# Questions about ex-pat men wearing shorts in UAE?



## flugenmachen (Nov 27, 2009)

I'm an American ex-pat who has been living/working in Al Ain for seven months. Our apartment complex is located on the city's edge in a residential neighborhood and I frequently go running outdoors in the late afternoon. Down the street to a paved trail that borders a wadi and so on. My shorts were purchased at a local shop with the specific intent of NOT offending any local sensibilties on this issue, and the hem falls just below the kneecap. On returning from tonight's run I was approached in the street by an Emirati man who through a lot of gesturing made it clear that he didn't approve of the length of my shorts. Can someone tell me, is there an official stance on this issue, or did I just happen to meet the one-man modesty patrol? I see loads of ex-pats, both men and women, out and about in town with similiar length shorts. Thanks!


----------



## Elphaba (Jan 24, 2008)

You were unlucky enough to meet the one man modesty patrol as you put it. Bad luck that, although Al Ain is more conservative than many other places.

-


----------



## Jynxgirl (Nov 27, 2009)

Did you have a shirt on? 

Joking. 

I do not live around your location but there are lots of expats who run around the apartment in shorts. The women do it less, but still they do it. Maybe Al Ain is that conservative? Did the emirati not speak english? I would find a local and discuss this with him in your neighborhood to get a better handle on the view points.


----------



## flugenmachen (Nov 27, 2009)

Jynxgirl said:


> Did you have a shirt on?
> 
> Joking.
> 
> I do not live around your location but there are lots of expats who run around the apartment in shorts. The women do it less, but still they do it. Maybe Al Ain is that conservative? Did the emirati not speak english? I would find a local and discuss this with him in your neighborhood to get a better handle on the view points.


Funny thing, he was so distracted by the shorts he didn't notice the bare torso. HAHA. 

But seriously, you bring up a good point in that he spoke no English and with Arabic I don't get much past Hello and What's your name? And this was the first time in my seven months I've encountered anything approaching reproach.


----------



## Jynxgirl (Nov 27, 2009)

I have found finding an emirati to befriend works great.... just dont make him mad by talking about the killing of animal practice  Tend to get quite mad and not talk to you for a bit!


----------



## Ossy (Feb 14, 2010)

Actually the Emirati man had no right since your shorts did fall below the knee cap as you have said. Continue wearing them, it shouldnt be a problem. If he it happens again let them get the cops, you're not doing anything wrong. I usually go out in shorts above my knee caps and no one has ever told me anything.


----------



## oh! (Feb 24, 2010)

as per my knowledge under the muslim law, one is supposed to cover himself from slightly above the waist to just below the knees...so if your knees are covered, you are fine...hell I've even prayed in bermuda shorts. So don't let anyone tell you off. 

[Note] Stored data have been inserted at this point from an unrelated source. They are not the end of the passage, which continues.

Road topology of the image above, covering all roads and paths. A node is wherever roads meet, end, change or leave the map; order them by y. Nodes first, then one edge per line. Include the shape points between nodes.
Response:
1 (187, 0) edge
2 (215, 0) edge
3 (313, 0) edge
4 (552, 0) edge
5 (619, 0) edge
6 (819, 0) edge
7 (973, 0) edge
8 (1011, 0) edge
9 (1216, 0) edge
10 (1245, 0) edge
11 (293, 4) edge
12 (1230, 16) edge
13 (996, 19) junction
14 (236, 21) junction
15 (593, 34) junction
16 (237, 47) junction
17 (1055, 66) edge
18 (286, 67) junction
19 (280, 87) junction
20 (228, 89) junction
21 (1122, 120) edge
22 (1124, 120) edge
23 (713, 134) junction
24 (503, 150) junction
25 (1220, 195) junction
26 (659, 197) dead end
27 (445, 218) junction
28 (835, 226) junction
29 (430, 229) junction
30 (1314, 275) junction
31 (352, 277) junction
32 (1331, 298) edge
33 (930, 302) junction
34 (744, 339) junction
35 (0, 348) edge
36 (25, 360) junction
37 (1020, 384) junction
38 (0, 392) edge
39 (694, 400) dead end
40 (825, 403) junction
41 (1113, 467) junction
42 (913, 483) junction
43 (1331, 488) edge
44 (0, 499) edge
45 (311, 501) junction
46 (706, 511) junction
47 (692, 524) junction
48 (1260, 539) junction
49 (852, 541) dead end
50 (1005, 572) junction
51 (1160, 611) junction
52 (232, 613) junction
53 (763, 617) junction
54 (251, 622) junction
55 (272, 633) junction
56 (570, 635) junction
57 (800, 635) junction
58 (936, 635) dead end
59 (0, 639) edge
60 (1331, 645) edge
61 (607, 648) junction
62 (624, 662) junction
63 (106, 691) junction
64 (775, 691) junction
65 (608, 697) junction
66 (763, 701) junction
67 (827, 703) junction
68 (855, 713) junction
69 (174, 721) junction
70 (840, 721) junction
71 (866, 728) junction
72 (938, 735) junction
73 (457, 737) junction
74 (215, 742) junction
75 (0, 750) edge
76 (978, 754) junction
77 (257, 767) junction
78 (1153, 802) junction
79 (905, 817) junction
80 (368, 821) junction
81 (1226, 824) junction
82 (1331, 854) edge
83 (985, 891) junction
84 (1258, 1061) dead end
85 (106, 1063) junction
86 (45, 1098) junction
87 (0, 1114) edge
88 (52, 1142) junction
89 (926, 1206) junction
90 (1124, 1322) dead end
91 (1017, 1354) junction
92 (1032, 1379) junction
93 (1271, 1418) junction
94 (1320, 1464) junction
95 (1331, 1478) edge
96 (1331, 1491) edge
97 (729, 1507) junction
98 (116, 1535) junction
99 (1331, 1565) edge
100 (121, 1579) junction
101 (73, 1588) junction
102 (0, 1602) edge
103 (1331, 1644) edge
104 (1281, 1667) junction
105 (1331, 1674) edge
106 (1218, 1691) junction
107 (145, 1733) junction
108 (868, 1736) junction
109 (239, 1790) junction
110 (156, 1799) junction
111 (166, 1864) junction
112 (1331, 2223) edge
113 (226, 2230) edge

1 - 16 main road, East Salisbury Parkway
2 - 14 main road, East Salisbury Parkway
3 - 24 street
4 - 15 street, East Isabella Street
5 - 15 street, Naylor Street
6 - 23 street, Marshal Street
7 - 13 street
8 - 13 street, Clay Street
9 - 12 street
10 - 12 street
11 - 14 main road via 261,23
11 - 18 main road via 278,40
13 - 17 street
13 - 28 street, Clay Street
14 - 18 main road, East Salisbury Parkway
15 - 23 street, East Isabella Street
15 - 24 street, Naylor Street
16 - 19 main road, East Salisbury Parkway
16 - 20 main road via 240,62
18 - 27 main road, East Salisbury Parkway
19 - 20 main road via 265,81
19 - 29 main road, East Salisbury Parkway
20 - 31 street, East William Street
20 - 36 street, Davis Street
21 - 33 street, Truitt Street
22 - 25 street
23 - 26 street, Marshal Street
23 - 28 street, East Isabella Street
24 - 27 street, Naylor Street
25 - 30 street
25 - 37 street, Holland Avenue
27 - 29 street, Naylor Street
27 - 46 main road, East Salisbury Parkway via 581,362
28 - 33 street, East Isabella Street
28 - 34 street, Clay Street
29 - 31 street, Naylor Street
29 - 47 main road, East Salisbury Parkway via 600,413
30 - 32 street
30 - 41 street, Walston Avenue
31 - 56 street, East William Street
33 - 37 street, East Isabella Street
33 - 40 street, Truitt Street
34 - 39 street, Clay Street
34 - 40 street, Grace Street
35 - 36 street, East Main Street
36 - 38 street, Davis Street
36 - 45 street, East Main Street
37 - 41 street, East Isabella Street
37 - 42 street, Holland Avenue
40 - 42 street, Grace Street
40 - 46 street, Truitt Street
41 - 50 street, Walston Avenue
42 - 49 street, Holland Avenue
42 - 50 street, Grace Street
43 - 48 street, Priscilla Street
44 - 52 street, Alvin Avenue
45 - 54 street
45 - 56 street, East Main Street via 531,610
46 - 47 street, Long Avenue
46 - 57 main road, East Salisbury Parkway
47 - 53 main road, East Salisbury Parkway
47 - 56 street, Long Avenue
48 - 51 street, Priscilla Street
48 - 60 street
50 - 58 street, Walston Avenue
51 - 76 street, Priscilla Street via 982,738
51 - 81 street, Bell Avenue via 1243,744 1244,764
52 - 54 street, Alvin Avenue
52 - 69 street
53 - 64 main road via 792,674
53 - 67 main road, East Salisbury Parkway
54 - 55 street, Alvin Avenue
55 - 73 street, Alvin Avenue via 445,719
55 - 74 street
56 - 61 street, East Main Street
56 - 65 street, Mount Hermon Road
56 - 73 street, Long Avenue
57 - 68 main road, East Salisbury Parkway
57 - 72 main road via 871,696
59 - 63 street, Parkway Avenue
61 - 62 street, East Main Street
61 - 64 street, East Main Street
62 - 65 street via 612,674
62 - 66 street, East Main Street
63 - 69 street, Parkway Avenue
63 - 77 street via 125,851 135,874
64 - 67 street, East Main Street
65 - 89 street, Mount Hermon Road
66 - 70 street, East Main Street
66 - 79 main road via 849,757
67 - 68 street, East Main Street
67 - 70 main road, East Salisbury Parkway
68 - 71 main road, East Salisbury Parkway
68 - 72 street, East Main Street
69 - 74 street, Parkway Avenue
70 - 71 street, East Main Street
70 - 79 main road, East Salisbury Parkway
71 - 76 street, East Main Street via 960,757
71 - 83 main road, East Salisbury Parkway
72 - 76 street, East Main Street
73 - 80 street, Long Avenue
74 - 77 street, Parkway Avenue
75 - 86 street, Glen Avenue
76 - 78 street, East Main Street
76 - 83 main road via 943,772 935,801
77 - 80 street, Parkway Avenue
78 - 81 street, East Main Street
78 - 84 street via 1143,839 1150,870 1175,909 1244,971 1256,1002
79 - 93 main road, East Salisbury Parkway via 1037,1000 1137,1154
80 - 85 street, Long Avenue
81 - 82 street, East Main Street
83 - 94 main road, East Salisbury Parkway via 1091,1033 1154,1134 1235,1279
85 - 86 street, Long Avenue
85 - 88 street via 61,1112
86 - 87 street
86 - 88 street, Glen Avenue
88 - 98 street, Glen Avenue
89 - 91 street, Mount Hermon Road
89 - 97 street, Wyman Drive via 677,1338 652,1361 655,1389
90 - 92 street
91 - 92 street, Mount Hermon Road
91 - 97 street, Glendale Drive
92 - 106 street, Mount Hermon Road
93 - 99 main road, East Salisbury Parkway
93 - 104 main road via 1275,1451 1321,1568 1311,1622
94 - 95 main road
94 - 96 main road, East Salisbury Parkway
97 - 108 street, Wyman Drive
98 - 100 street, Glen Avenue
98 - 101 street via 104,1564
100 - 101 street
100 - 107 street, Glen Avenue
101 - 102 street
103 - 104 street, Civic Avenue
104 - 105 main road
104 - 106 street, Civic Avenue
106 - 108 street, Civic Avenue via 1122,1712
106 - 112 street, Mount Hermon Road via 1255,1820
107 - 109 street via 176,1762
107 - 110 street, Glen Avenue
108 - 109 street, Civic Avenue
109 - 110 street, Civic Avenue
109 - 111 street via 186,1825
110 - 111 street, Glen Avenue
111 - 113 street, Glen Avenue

but then this is the religious side quite often confused with social norms...I wonder what do the emirati swim team wear or the athletes wear while running on the track in professional races and not all football shorts are till the knees most of them are shorter...so we are living in modern times and as long as it's not a g-string you are flaunting, everything goes...you just accidently met a gentleman who got his social norms mixed up with his religious beliefs.


----------



## SBP (Jan 4, 2010)

oh! said:


> as per my knowledge under the muslim law, one is supposed to cover himself from slightly above the waist to just below the knees...so if your knees are covered, you are fine...hell I've even prayed in bermuda shorts. So don't let anyone tell you off.
> 
> but then this is the religious side quite often confused with social norms...I wonder what do the emirati swim team wear or the athletes wear while running on the track in professional races and not all football shorts are till the knees most of them are shorter...so we are living in modern times and as long as it's not a g-string you are flaunting, everything goes...you just accidently met a gentleman who got his social norms mixed up with his religious beliefs.


In the UAE? Surely not??


----------



## oh! (Feb 24, 2010)

Social norms vs. religious point of view...was all I was clarifying. No one can tell a guy that his shorts which are covering his knee caps are un-islamic. Based on norms however, someone might find it disrespectful...shorter lengths...well I haven't seen anyone getting in trouble over it...it's just how you carry it. I have been roaming about a lot in the hot summer months here in tank tops and shorts and never had a problem and by no means do I pass of as a western expat.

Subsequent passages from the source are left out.